WHAT TO WORK ON: Up to and including the line with "Build a routing", please reproduce the lines below exactly, beginning with the first.

Source data:
--
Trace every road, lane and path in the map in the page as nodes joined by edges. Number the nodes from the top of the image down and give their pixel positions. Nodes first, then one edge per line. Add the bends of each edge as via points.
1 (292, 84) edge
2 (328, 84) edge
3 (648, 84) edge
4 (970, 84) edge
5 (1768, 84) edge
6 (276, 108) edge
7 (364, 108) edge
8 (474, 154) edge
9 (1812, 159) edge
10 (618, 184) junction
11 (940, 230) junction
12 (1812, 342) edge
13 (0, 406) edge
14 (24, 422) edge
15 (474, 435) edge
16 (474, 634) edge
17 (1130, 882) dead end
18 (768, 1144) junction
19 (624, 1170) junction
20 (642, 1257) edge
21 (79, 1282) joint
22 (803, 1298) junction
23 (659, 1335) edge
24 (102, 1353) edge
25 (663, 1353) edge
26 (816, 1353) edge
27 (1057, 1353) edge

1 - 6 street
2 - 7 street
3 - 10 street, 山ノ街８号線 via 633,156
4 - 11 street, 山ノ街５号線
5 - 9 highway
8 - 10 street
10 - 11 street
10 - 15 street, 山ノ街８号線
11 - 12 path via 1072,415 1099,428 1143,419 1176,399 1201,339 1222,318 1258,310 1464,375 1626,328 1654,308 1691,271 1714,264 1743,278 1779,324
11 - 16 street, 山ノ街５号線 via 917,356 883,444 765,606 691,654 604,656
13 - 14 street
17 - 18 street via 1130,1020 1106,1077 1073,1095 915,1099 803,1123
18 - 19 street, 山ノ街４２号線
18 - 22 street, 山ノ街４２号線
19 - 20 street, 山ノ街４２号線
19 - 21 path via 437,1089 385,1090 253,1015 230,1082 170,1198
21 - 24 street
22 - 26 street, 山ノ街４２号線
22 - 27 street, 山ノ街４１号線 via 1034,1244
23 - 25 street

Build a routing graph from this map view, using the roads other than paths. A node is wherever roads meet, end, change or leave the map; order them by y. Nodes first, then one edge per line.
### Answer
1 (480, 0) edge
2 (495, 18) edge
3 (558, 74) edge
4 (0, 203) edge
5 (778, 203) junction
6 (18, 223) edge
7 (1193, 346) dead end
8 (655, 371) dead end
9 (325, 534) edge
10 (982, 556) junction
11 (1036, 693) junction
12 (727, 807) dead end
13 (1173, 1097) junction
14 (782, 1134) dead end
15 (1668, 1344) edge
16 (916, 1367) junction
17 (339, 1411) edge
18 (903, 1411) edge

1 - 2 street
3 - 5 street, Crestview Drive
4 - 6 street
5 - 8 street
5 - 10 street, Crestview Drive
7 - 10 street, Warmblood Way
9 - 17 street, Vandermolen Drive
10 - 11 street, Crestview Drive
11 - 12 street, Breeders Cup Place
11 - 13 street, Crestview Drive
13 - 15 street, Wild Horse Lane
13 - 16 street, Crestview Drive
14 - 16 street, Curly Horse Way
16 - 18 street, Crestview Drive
--
SOLUTION TO THE EXERCISE:
Trace every road, lane and path in the map in the page as nodes joined by edges. Number the nodes from the top of the image down and give their pixel positions. Nodes first, then one edge per line. Add the bends of each edge as via points.
1 (292, 84) edge
2 (328, 84) edge
3 (648, 84) edge
4 (970, 84) edge
5 (1768, 84) edge
6 (276, 108) edge
7 (364, 108) edge
8 (474, 154) edge
9 (1812, 159) edge
10 (618, 184) junction
11 (940, 230) junction
12 (1812, 342) edge
13 (0, 406) edge
14 (24, 422) edge
15 (474, 435) edge
16 (474, 634) edge
17 (1130, 882) dead end
18 (768, 1144) junction
19 (624, 1170) junction
20 (642, 1257) edge
21 (79, 1282) joint
22 (803, 1298) junction
23 (659, 1335) edge
24 (102, 1353) edge
25 (663, 1353) edge
26 (816, 1353) edge
27 (1057, 1353) edge

1 - 6 street
2 - 7 street
3 - 10 street, 山ノ街８号線 via 633,156
4 - 11 street, 山ノ街５号線
5 - 9 highway
8 - 10 street
10 - 11 street
10 - 15 street, 山ノ街８号線
11 - 12 path via 1072,415 1099,428 1143,419 1176,399 1201,339 1222,318 1258,310 1464,375 1626,328 1654,308 1691,271 1714,264 1743,278 1779,324
11 - 16 street, 山ノ街５号線 via 917,356 883,444 765,606 691,654 604,656
13 - 14 street
17 - 18 street via 1130,1020 1106,1077 1073,1095 915,1099 803,1123
18 - 19 street, 山ノ街４２号線
18 - 22 street, 山ノ街４２号線
19 - 20 street, 山ノ街４２号線
19 - 21 path via 437,1089 385,1090 253,1015 230,1082 170,1198
21 - 24 street
22 - 26 street, 山ノ街４２号線
22 - 27 street, 山ノ街４１号線 via 1034,1244
23 - 25 street

Build a routing graph from this map view, using the roads other than paths. A node is wherever roads meet, end, change or leave the map; order them by y. Nodes first, then one edge per line.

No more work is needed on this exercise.